Data shown »
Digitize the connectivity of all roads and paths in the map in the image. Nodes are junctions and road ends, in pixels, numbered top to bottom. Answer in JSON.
---
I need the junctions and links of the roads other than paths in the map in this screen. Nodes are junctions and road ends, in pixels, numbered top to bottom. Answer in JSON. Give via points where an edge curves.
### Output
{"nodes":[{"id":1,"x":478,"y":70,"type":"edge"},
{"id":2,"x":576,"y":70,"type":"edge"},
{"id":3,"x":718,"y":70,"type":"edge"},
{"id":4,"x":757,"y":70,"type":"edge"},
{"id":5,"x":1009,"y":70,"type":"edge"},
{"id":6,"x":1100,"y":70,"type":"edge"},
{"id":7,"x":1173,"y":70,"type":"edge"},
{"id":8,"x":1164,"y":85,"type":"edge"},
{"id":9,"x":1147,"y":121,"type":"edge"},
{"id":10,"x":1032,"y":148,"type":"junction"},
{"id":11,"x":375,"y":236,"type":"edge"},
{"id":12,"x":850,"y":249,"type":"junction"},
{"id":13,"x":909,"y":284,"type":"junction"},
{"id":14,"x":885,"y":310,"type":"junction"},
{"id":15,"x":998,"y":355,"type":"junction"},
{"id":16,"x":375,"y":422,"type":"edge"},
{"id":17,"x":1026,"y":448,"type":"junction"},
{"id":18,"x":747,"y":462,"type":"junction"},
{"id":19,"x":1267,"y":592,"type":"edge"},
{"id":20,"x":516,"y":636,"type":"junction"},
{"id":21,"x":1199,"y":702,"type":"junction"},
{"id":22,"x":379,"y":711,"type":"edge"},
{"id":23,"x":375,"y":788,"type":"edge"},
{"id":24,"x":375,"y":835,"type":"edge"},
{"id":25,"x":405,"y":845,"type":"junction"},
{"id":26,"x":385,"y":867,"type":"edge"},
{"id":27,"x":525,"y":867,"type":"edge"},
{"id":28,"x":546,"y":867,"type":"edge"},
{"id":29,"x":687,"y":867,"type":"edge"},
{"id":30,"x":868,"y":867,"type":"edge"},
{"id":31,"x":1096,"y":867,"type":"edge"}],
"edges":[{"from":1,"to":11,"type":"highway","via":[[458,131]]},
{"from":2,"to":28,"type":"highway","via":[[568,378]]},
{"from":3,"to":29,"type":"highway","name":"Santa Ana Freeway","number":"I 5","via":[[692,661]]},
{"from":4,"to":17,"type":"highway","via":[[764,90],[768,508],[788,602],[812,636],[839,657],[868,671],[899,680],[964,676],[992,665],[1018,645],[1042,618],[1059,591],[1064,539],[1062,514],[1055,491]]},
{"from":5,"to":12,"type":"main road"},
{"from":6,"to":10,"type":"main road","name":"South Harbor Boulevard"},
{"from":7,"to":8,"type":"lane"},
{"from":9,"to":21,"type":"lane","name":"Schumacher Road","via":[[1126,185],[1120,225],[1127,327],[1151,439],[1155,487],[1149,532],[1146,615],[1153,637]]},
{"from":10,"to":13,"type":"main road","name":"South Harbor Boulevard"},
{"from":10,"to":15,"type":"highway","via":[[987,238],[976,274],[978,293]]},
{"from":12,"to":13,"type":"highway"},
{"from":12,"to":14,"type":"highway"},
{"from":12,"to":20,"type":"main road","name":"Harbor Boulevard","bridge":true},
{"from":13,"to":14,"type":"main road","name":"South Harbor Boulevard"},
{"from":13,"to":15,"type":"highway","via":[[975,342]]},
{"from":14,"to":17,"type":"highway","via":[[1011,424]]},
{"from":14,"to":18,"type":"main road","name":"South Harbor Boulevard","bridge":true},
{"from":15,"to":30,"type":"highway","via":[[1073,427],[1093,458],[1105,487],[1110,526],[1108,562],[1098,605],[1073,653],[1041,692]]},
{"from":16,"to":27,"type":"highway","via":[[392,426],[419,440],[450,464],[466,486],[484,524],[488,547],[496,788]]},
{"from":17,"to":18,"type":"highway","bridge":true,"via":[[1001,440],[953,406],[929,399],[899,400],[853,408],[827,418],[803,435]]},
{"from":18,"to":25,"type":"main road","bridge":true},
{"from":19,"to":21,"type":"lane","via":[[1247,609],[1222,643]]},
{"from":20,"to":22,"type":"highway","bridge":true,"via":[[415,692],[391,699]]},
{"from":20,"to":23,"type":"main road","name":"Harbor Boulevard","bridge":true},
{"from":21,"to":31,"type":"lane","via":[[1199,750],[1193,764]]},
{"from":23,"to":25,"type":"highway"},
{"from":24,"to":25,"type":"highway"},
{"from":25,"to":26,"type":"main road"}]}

Exercise directions »
Where a line of the records includes "numbered", copy it.

Answer for the task »
Digitize the connectivity of all roads and paths in the map in the image. Nodes are junctions and road ends, in pixels, numbered top to bottom. Answer in JSON.
I need the junctions and links of the roads other than paths in the map in this screen. Nodes are junctions and road ends, in pixels, numbered top to bottom. Answer in JSON. Give via points where an edge curves.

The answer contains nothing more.